The task
Exactly reproduce each record listed below.
[Start of Attachment]
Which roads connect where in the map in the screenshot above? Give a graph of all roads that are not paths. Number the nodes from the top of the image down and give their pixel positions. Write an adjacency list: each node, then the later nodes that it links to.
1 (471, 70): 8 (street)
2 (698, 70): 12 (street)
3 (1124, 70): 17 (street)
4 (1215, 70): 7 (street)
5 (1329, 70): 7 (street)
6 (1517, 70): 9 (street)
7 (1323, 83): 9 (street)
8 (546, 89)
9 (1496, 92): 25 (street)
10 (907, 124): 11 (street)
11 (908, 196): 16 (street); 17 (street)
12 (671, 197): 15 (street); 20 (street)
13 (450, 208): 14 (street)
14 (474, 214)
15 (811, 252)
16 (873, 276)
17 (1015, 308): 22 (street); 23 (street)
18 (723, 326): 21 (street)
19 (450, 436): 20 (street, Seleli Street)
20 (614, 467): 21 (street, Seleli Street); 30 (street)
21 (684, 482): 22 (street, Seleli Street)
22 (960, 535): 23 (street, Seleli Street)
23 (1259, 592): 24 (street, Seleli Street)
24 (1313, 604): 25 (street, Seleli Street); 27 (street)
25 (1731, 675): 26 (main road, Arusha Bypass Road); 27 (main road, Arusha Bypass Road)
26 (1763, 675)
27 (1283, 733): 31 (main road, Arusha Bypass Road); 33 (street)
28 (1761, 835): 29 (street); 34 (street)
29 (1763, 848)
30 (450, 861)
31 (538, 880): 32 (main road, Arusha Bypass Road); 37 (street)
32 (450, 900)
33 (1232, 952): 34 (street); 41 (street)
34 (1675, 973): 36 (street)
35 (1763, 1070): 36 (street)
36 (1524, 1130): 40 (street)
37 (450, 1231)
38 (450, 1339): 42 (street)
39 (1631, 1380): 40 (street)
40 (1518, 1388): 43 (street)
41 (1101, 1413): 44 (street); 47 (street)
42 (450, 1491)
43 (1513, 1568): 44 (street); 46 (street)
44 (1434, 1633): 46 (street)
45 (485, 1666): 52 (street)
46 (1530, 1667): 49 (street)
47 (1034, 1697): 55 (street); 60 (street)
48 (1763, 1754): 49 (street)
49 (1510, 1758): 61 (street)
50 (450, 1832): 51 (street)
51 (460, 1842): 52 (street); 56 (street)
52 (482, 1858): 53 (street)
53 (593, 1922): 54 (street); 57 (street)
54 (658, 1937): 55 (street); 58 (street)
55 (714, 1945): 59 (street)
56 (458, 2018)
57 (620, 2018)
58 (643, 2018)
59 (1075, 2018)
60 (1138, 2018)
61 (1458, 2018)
[End of Attachment]
Worked solution
Which roads connect where in the map in the screenshot above? Give a graph of all roads that are not paths. Number the nodes from the top of the image down and give their pixel positions. Write an adjacency list: each node, then the later nodes that it links to.
1 (471, 70): 8 (street)
2 (698, 70): 12 (street)
3 (1124, 70): 17 (street)
4 (1215, 70): 7 (street)
5 (1329, 70): 7 (street)
6 (1517, 70): 9 (street)
7 (1323, 83): 9 (street)
8 (546, 89)
9 (1496, 92): 25 (street)
10 (907, 124): 11 (street)
11 (908, 196): 16 (street); 17 (street)
12 (671, 197): 15 (street); 20 (street)
13 (450, 208): 14 (street)
14 (474, 214)
15 (811, 252)
16 (873, 276)
17 (1015, 308): 22 (street); 23 (street)
18 (723, 326): 21 (street)
19 (450, 436): 20 (street, Seleli Street)
20 (614, 467): 21 (street, Seleli Street); 30 (street)
21 (684, 482): 22 (street, Seleli Street)
22 (960, 535): 23 (street, Seleli Street)
23 (1259, 592): 24 (street, Seleli Street)
24 (1313, 604): 25 (street, Seleli Street); 27 (street)
25 (1731, 675): 26 (main road, Arusha Bypass Road); 27 (main road, Arusha Bypass Road)
26 (1763, 675)
27 (1283, 733): 31 (main road, Arusha Bypass Road); 33 (street)
28 (1761, 835): 29 (street); 34 (street)
29 (1763, 848)
30 (450, 861)
31 (538, 880): 32 (main road, Arusha Bypass Road); 37 (street)
32 (450, 900)
33 (1232, 952): 34 (street); 41 (street)
34 (1675, 973): 36 (street)
35 (1763, 1070): 36 (street)
36 (1524, 1130): 40 (street)
37 (450, 1231)
38 (450, 1339): 42 (street)
39 (1631, 1380): 40 (street)
40 (1518, 1388): 43 (street)
41 (1101, 1413): 44 (street); 47 (street)
42 (450, 1491)
43 (1513, 1568): 44 (street); 46 (street)
44 (1434, 1633): 46 (street)
45 (485, 1666): 52 (street)
46 (1530, 1667): 49 (street)
47 (1034, 1697): 55 (street); 60 (street)
48 (1763, 1754): 49 (street)
49 (1510, 1758): 61 (street)
50 (450, 1832): 51 (street)
51 (460, 1842): 52 (street); 56 (street)
52 (482, 1858): 53 (street)
53 (593, 1922): 54 (street); 57 (street)
54 (658, 1937): 55 (street); 58 (street)
55 (714, 1945): 59 (street)
56 (458, 2018)
57 (620, 2018)
58 (643, 2018)
59 (1075, 2018)
60 (1138, 2018)
61 (1458, 2018)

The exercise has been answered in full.